An airplane which would otherwise remain idle on the ground during a particular time has a very low cost in the economic sense of cost as a foregone alternative. If a plane that would otherwise remain in a hangar overnight is instead brought out at midnight to fly a party of vacationers to a nearby resort, the cost of this short flight that does not interfere with its other schedule of flights is much less than the “average” cost of an airplane flight. In this case, the incremental cost of the flight is little more than the cost of fuel and a flight crew, since the plane itself is there for another purpose anyway. In a price-coordinated economy, the amount of payment by the passengers required to induce the airline to fly under these conditions will tend to be much lower than the amount required to induce the same airline to set aside planes to fly the same distance on a regular schedule. For the latter decision, the passengers would have to pay an amount sufficient to cover not only the fuel and flight crew but to cover also the cost of the plane itself and the airline’s various “overhead” expenses. In an economy coordinated by government decisions, the same economic resolution would be efficient, though it would have to be reached institutionally through a political or administrative process. Whether the same resolution would be reached in fact would depend upon the extent to which the particular institutional arrangements convey the same knowledge of consumer preferences (incremental trade-offs) and production costs (incremental trade-offs), and whether that knowledge was conveyed in a form that was “effective” in the sense of constituting a personal incentive to the decision maker.
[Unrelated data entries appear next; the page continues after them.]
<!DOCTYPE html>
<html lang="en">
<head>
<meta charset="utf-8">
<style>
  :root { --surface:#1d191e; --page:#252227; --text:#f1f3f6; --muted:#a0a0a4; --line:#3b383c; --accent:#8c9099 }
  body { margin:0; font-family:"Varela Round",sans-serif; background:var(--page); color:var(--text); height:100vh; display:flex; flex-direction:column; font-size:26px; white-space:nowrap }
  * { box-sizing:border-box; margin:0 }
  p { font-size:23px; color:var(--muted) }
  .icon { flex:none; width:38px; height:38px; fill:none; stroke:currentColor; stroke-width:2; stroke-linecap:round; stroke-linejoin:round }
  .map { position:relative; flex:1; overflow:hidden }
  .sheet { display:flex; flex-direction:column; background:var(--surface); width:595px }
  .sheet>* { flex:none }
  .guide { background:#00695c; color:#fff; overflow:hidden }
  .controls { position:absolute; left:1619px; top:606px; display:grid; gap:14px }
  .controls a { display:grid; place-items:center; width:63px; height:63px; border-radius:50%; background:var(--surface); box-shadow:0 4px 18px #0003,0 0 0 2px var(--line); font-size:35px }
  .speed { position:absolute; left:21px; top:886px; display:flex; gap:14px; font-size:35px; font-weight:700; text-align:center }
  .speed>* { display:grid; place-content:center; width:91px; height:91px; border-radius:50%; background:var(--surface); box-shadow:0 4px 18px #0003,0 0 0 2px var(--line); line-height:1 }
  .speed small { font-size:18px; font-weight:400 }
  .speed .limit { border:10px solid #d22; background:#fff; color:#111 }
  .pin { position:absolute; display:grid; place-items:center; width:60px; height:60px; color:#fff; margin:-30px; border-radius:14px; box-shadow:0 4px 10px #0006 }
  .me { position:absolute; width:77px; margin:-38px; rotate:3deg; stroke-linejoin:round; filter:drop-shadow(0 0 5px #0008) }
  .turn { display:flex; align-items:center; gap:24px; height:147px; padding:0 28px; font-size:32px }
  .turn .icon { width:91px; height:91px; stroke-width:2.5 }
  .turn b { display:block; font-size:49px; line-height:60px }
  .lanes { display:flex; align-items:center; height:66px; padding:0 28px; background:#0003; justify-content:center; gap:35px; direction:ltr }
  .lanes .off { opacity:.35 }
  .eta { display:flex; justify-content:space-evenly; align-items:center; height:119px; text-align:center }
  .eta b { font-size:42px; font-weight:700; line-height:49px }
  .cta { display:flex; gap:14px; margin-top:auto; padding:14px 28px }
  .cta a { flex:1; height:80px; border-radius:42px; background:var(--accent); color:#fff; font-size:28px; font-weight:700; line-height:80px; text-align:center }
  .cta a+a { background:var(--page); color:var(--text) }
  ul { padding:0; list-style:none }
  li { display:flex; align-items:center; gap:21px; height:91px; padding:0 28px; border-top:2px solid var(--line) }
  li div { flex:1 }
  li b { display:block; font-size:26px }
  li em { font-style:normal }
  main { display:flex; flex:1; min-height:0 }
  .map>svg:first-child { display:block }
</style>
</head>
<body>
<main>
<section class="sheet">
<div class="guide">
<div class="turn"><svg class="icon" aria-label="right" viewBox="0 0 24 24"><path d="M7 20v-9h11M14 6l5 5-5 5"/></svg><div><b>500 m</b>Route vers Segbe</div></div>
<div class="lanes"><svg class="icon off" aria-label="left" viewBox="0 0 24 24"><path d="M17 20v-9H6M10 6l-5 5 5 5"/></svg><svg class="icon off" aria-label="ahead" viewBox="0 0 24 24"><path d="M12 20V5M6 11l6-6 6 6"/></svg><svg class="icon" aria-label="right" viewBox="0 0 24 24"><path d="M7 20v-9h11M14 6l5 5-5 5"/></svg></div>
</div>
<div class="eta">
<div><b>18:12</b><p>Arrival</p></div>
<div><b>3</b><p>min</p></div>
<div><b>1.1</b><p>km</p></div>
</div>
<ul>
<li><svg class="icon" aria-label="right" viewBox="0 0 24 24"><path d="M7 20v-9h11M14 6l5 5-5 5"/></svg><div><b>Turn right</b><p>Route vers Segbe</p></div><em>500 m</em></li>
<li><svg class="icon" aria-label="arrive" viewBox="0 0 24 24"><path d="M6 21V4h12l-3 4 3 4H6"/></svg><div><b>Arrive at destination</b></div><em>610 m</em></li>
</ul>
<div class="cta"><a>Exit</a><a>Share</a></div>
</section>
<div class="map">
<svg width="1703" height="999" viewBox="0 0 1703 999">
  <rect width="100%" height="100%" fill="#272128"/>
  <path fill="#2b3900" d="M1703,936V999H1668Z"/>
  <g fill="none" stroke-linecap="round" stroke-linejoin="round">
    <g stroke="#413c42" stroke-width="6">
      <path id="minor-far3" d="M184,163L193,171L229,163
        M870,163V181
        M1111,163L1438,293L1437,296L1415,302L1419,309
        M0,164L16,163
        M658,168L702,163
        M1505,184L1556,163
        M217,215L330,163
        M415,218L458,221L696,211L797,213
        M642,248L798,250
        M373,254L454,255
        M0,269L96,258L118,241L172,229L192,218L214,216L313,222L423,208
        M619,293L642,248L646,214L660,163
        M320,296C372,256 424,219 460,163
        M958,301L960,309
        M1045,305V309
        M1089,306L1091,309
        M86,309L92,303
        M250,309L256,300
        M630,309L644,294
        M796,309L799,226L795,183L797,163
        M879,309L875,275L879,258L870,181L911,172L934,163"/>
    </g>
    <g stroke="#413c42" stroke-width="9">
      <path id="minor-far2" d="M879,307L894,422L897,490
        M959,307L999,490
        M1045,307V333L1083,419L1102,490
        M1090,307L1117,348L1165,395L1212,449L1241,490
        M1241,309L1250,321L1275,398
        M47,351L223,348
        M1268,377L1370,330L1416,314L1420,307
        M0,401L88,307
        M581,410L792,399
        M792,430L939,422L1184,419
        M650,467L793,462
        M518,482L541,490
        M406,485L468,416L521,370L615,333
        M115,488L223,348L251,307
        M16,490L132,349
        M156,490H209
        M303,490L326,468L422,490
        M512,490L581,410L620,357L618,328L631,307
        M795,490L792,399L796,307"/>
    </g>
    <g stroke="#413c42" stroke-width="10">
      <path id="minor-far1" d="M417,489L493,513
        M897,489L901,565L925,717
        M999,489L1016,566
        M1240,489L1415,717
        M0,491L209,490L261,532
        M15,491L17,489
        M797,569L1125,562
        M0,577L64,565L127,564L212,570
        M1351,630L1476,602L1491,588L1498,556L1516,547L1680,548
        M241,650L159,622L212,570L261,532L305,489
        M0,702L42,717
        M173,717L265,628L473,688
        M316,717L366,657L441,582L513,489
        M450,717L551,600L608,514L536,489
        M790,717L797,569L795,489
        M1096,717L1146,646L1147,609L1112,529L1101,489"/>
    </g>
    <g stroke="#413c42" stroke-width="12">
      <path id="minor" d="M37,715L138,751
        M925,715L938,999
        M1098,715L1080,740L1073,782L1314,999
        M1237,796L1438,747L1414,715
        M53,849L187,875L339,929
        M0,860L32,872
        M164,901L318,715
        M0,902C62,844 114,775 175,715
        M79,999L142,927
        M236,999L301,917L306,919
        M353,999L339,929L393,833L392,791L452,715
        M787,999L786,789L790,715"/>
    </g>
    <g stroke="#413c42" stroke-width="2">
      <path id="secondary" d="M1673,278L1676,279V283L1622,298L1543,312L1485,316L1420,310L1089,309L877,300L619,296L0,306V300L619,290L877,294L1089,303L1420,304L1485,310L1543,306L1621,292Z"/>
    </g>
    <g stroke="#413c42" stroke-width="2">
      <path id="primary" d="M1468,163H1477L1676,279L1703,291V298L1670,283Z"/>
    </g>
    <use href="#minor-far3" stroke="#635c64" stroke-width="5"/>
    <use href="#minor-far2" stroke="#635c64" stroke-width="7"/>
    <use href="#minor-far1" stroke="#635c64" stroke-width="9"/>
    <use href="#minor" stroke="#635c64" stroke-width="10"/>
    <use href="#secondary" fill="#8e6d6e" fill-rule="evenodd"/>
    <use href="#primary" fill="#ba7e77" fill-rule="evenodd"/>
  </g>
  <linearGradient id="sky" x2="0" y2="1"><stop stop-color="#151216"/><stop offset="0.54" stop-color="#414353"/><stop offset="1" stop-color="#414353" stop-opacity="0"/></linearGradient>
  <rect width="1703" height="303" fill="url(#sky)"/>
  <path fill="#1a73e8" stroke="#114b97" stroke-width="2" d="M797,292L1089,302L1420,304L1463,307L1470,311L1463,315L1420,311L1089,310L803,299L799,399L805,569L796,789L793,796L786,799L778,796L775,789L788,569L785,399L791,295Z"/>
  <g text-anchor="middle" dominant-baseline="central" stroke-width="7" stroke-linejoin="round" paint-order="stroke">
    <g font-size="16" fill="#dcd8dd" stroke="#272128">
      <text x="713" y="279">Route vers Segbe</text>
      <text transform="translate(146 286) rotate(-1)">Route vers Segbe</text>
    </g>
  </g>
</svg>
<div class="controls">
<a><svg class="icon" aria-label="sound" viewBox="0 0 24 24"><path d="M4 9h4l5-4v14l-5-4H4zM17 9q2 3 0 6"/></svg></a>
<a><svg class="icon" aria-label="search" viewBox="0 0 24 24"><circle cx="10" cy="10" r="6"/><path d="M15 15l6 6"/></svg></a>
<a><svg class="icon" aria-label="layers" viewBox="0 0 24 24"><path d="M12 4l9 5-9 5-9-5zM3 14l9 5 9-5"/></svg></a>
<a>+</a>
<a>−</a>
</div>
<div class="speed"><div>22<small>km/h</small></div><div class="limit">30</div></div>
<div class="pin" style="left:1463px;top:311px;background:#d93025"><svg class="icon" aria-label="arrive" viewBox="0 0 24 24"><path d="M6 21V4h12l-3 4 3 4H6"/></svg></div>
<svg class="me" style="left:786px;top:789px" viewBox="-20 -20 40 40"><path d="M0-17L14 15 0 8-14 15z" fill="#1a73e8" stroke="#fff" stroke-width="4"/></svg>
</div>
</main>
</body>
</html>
It often costs much more to make a commitment in advance to produce a given good or service than it does to produce the same good or service with equipment already provided for other purposes. In some substitutions incremental costs are less than average costs — sometimes only a tiny fraction of average costs. By the same token, if the existing equipment is already being used at its normal capacity, the additional use may cost even more than the normal use, as in the case of additional demand for electricity at a time when the generators are already straining. The difference between average cost and incremental cost is crucial not only in economic institutions in various economic systems but it is also crucial in political, legal, and other systems as well. The incremental cost of a telephone’s ringing may be quite low to a resting and slightly bored housewife, but may be maddeningly high to a housewife who is already simultaneously coping with a crying baby, a pot boiling over on the stove, and a fight among her other children. The incremental cost of making certain precedent-setting judicial decisions is not simply the cost in that individual case but the cost of committing legal institutions to settling similar future cases on a similar basis. This cost may be hundreds or thousands of times as large as the individual decision in itself. Looked at another way, where certain decisions may be made in any of a number of different institutions within a given social system, the institutional location of that decision-making process may raise or lower the costs entailed by large multiples of what is involved in the individual decision as such.